§ Entries provided:
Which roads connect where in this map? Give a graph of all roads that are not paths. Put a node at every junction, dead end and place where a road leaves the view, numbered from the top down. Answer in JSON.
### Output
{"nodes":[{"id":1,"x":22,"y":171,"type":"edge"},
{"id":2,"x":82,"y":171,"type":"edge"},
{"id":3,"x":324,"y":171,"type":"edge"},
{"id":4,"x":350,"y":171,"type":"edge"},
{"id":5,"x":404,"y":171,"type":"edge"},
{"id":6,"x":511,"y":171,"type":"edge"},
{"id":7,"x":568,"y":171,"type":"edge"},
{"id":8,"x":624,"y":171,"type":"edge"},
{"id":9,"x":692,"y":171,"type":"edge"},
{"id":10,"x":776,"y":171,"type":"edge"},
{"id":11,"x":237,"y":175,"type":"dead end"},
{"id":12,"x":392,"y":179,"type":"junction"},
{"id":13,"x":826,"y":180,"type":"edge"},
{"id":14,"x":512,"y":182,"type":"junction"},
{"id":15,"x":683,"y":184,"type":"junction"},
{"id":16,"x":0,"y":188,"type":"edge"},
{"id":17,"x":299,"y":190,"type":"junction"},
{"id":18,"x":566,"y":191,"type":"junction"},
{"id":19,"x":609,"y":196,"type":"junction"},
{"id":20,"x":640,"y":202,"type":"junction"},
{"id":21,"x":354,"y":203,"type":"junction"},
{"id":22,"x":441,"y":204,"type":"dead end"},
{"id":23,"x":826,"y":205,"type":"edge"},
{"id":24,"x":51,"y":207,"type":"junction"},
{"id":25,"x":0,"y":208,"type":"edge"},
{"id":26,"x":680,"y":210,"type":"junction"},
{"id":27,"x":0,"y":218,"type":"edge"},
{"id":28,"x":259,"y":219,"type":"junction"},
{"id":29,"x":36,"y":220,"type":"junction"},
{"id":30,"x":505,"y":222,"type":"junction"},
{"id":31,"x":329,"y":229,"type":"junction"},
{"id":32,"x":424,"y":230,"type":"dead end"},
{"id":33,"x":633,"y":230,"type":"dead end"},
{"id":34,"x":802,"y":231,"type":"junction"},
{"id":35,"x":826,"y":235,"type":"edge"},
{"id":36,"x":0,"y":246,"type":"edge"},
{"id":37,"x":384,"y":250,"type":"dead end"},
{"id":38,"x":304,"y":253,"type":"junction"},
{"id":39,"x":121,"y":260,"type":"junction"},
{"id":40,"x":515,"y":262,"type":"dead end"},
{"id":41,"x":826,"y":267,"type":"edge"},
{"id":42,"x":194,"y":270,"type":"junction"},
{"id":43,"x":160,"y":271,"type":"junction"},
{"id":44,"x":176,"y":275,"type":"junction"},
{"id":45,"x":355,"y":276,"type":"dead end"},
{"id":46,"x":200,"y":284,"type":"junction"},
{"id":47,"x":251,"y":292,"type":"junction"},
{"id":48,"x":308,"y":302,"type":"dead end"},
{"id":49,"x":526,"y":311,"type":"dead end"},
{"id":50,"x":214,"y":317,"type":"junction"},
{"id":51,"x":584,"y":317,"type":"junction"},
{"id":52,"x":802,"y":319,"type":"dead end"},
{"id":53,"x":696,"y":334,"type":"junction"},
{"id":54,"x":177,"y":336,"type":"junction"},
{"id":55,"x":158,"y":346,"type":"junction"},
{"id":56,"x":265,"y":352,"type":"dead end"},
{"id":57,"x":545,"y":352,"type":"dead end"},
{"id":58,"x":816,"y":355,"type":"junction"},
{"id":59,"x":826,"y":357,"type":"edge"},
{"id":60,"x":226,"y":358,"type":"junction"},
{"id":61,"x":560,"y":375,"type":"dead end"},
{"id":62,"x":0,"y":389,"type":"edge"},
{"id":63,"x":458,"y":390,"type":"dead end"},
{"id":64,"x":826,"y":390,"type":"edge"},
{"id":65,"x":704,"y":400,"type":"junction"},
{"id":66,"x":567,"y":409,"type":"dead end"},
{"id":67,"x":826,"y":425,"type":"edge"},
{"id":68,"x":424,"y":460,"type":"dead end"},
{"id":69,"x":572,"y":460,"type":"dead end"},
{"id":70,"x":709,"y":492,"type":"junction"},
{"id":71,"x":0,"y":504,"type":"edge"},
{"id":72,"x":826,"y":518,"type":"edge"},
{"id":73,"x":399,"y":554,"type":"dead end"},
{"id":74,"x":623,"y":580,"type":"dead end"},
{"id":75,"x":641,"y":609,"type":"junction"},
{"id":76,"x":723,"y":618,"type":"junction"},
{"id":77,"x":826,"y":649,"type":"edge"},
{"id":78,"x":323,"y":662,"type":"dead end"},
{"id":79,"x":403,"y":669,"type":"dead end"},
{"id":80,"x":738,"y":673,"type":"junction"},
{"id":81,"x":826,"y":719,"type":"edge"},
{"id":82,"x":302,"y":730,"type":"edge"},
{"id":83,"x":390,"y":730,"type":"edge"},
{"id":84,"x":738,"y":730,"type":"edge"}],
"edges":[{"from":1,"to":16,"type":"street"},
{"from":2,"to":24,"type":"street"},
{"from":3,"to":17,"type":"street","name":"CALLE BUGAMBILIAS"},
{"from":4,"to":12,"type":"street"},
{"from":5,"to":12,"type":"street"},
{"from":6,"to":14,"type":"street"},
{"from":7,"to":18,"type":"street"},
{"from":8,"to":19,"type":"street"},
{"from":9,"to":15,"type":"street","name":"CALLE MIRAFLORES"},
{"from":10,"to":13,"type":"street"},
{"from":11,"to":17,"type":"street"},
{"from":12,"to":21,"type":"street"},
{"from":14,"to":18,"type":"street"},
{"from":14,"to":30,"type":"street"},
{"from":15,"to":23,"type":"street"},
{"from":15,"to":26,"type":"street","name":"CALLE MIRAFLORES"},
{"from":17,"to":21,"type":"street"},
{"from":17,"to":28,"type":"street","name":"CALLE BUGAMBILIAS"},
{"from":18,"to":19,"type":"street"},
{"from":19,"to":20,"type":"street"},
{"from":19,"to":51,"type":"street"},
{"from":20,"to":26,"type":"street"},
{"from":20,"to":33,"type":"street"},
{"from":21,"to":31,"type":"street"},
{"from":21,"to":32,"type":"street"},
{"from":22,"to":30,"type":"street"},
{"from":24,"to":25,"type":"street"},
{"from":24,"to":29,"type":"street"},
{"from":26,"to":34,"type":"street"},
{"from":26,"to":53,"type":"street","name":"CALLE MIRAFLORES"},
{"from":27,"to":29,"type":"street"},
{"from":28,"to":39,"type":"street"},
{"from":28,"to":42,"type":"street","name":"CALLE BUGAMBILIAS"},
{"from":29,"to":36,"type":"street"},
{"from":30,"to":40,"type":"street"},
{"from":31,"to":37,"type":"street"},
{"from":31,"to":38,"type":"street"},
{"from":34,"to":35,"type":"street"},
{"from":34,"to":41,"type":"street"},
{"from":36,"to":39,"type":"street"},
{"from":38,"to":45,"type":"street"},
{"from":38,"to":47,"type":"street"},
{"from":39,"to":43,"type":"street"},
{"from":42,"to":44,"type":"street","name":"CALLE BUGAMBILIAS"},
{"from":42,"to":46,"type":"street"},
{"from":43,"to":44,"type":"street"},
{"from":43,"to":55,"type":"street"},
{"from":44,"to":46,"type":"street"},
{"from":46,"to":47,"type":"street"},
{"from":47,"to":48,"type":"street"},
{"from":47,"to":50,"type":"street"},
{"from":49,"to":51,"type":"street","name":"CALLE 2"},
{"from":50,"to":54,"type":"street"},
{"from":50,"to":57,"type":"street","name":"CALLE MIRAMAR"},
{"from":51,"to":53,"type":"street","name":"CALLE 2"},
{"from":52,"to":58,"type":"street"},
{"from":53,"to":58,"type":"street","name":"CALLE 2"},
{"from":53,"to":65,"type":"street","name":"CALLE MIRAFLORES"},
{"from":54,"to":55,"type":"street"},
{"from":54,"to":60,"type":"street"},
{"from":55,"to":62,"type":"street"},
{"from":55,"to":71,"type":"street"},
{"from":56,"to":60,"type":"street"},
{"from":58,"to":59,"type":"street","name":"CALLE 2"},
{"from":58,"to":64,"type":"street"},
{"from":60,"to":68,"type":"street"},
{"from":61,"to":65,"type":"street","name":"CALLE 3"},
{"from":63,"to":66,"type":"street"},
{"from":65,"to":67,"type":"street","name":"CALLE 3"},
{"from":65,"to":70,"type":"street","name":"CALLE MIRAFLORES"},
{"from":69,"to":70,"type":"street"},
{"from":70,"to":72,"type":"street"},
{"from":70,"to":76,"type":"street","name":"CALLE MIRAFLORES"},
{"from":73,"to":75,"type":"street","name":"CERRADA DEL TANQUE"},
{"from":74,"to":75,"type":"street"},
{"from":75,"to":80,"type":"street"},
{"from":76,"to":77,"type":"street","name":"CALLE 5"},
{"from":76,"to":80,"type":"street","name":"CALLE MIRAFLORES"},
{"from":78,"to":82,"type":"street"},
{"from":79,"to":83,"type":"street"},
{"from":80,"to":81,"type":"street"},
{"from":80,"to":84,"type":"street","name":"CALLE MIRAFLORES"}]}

§ Task goal: Determine how many lines in the listing above hold "BUGAMBILIAS". Give the number without any other words.

§ Response to the exercise: 4